Without a court-ordered list, finding and contacting Arise’s network of customer service agents would present significant challenges. The agents work at home. They’re isolated from one another. There’s no water cooler to gather around, no break-room message board to help spread the word. Allowing Arise to keep its list of agents confidential “would allow Arise to not only avoid being held accountable in court, but in arbitration too,” Liss-Riordan wrote in her motion.

For lawyers representing a class of workers, taking claims, one by one, to arbitration is not efficient. The process burns up lots of time in exchange for payouts that can be small. Corporations have long banked on that inefficiency to dissuade litigation. But if lawyers representing workers go ahead and take on the task, that inefficiency can turn against the company, which could be forced to pay a host of arbitration and attorney fees in a long succession of cases.

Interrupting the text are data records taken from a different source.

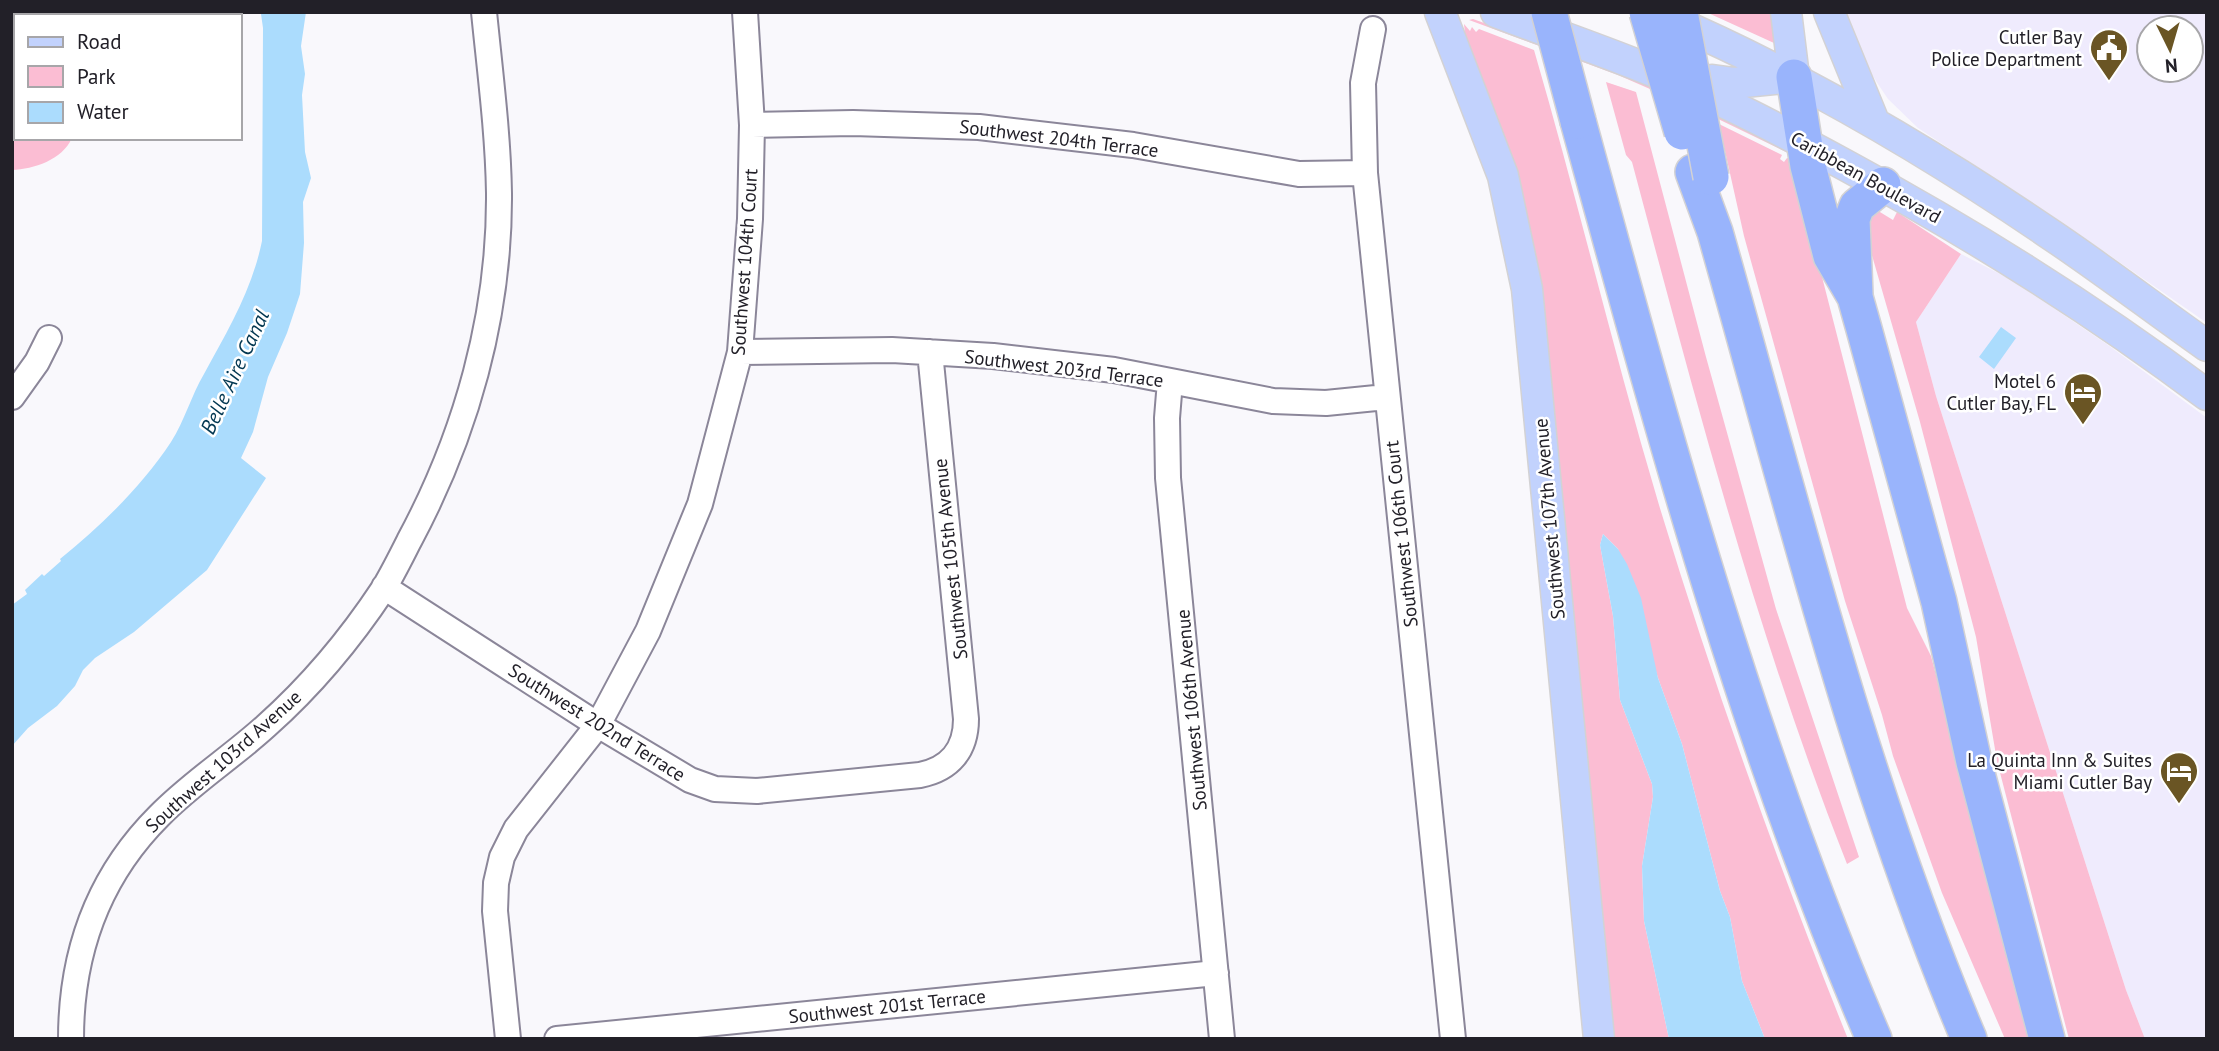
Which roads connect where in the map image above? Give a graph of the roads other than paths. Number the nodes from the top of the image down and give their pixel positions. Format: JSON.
{"nodes":[{"id":1,"x":484,"y":12,"type":"edge"},
{"id":2,"x":745,"y":12,"type":"edge"},
{"id":3,"x":1496,"y":12,"type":"edge"},
{"id":4,"x":1549,"y":12,"type":"edge"},
{"id":5,"x":1647,"y":12,"type":"edge"},
{"id":6,"x":1654,"y":12,"type":"edge"},
{"id":7,"x":1679,"y":12,"type":"edge"},
{"id":8,"x":1786,"y":12,"type":"edge"},
{"id":9,"x":1829,"y":12,"type":"edge"},
{"id":10,"x":1446,"y":19,"type":"edge"},
{"id":11,"x":1373,"y":29,"type":"dead end"},
{"id":12,"x":1794,"y":77,"type":"junction"},
{"id":13,"x":1684,"y":84,"type":"junction"},
{"id":14,"x":1874,"y":122,"type":"junction"},
{"id":15,"x":752,"y":125,"type":"junction"},
{"id":16,"x":1805,"y":143,"type":"junction"},
{"id":17,"x":1365,"y":173,"type":"junction"},
{"id":18,"x":1702,"y":175,"type":"junction"},
{"id":19,"x":1883,"y":185,"type":"junction"},
{"id":20,"x":1855,"y":297,"type":"junction"},
{"id":21,"x":2178,"y":326,"type":"junction"},
{"id":22,"x":49,"y":338,"type":"dead end"},
{"id":23,"x":2207,"y":346,"type":"edge"},
{"id":24,"x":740,"y":352,"type":"junction"},
{"id":25,"x":929,"y":352,"type":"junction"},
{"id":26,"x":2162,"y":362,"type":"junction"},
{"id":27,"x":1170,"y":382,"type":"junction"},
{"id":28,"x":2207,"y":395,"type":"edge"},
{"id":29,"x":12,"y":397,"type":"edge"},
{"id":30,"x":1386,"y":397,"type":"junction"},
{"id":31,"x":384,"y":587,"type":"junction"},
{"id":32,"x":598,"y":725,"type":"junction"},
{"id":33,"x":951,"y":761,"type":"joint"},
{"id":34,"x":1216,"y":973,"type":"junction"},
{"id":35,"x":71,"y":1039,"type":"edge"},
{"id":36,"x":509,"y":1039,"type":"edge"},
{"id":37,"x":557,"y":1039,"type":"edge"},
{"id":38,"x":1222,"y":1039,"type":"edge"},
{"id":39,"x":1453,"y":1039,"type":"edge"},
{"id":40,"x":1599,"y":1039,"type":"edge"},
{"id":41,"x":1874,"y":1039,"type":"edge"},
{"id":42,"x":1969,"y":1039,"type":"edge"},
{"id":43,"x":2047,"y":1039,"type":"edge"}],
"edges":[{"from":1,"to":31,"type":"street","name":"Southwest 103rd Avenue"},
{"from":2,"to":15,"type":"street","name":"Southwest 104th Court"},
{"from":3,"to":13,"type":"main road","name":"Caribbean Boulevard"},
{"from":4,"to":41,"type":"highway","bridge":true},
{"from":5,"to":18,"type":"highway","bridge":true},
{"from":6,"to":12,"type":"main road"},
{"from":7,"to":18,"type":"highway","bridge":true},
{"from":8,"to":12,"type":"main road"},
{"from":9,"to":14,"type":"main road"},
{"from":10,"to":40,"type":"main road","name":"Southwest 107th Avenue"},
{"from":11,"to":17,"type":"street","name":"Southwest 106th Court"},
{"from":12,"to":13,"type":"main road"},
{"from":12,"to":14,"type":"main road"},
{"from":12,"to":16,"type":"highway"},
{"from":13,"to":16,"type":"main road","name":"Caribbean Boulevard"},
{"from":14,"to":21,"type":"main road"},
{"from":15,"to":17,"type":"street","name":"Southwest 204th Terrace"},
{"from":15,"to":24,"type":"street","name":"Southwest 104th Court"},
{"from":16,"to":19,"type":"main road","name":"Caribbean Boulevard"},
{"from":16,"to":20,"type":"highway"},
{"from":17,"to":30,"type":"street","name":"Southwest 106th Court"},
{"from":18,"to":42,"type":"highway"},
{"from":19,"to":20,"type":"highway"},
{"from":19,"to":26,"type":"main road","name":"Caribbean Boulevard"},
{"from":20,"to":43,"type":"highway"},
{"from":21,"to":23,"type":"main road"},
{"from":21,"to":26,"type":"main road"},
{"from":22,"to":29,"type":"street"},
{"from":24,"to":25,"type":"street","name":"Southwest 203rd Terrace"},
{"from":24,"to":32,"type":"street","name":"Southwest 104th Court"},
{"from":25,"to":27,"type":"street","name":"Southwest 203rd Terrace"},
{"from":25,"to":33,"type":"street","name":"Southwest 105th Avenue"},
{"from":26,"to":28,"type":"main road","name":"Caribbean Boulevard"},
{"from":27,"to":30,"type":"street","name":"Southwest 203rd Terrace"},
{"from":27,"to":34,"type":"street","name":"Southwest 106th Avenue"},
{"from":30,"to":39,"type":"street","name":"Southwest 106th Court"},
{"from":31,"to":32,"type":"street","name":"Southwest 202nd Terrace"},
{"from":31,"to":35,"type":"street","name":"Southwest 103rd Avenue"},
{"from":32,"to":33,"type":"street","name":"Southwest 202nd Terrace"},
{"from":32,"to":36,"type":"street","name":"Southwest 104th Court"},
{"from":34,"to":37,"type":"street","name":"Southwest 201st Terrace"},
{"from":34,"to":38,"type":"street","name":"Southwest 106th Avenue"}]}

In 2014, Liss-Riordan represented a Houston woman in an arbitration case against Arise. The arbitration hearing lasted two days. Arise was represented by three lawyers. An Arise executive who lived in Florida traveled to Texas to testify. Liss-Riordan’s client won, with the arbitrator ruling that the agent had functioned as an employee, no matter Arise’s insistence that she was an independent contractor. The arbitrator ordered Arise to pay the woman $5,841.82 for unpaid minimum wage, training time and equipment expenses. Then the arbitrator doubled the damages, finding that Arise had no sound legal basis for believing it had been in the right. So Arise paid $11,683.64 in damages, on top of whatever it spent in fees, attorney costs and assorted other expenses.

One case with costs like that might be negligible for a company like Arise. But now imagine thousands of such cases — a grinding war that could sap the company’s attention and finances. To Liss-Riordan, that’s what getting the list of Arise’s reps could mean. “We’re prepared to file hundreds or thousands of arbitration claims if we need to,” she told ProPublica.

Liss-Riordan, who’s based in Boston, has a long history of going after major corporations. She has taken on Uber, FedEx, Amazon and others, accusing them of cheating employees by misclassifying them as independent contractors. She recently made a bid for the U.S. Senate but dropped out last year before the Democratic primary in Massachusetts.

In the lawsuit filed last week, Liss-Riordan attached declarations from four women who previously worked as agents in the Arise network. Their accounts detailed the kinds of costs that agents typically absorb as independent contractors. In addition to paying $10 to $40 a month for landline phones, the four women described buying all kinds of office equipment, including computers, monitors, headsets, Ethernet cords, keyboards, webcams, printers and upgraded Wi-Fi. One former agent estimated her equipment costs to be $3,800.

Liss-Riordan filed the lawsuit in Missouri, one of seven states that fall under the U.S. Court of Appeals for the 8th Circuit. That was by design. Two federal appeals courts, in the 5th and 7th circuits, have refused the kind of request she’s making, for a list of potential claimants in a collective lawsuit where the case could well be bounced to arbitration.

But within the 8th Circuit, a number of U.S. District Courts have gone the opposite way and ordered companies to produce such lists. “So we tried to pick a circuit where we might get a better outcome,” Liss-Riordan said. A recent example occurred in Iowa, where, in April, a federal judge ordered a strip club to provide a list of exotic dancers it had classified as independent contractors rather than employees.

Justin Elliott contributed reporting.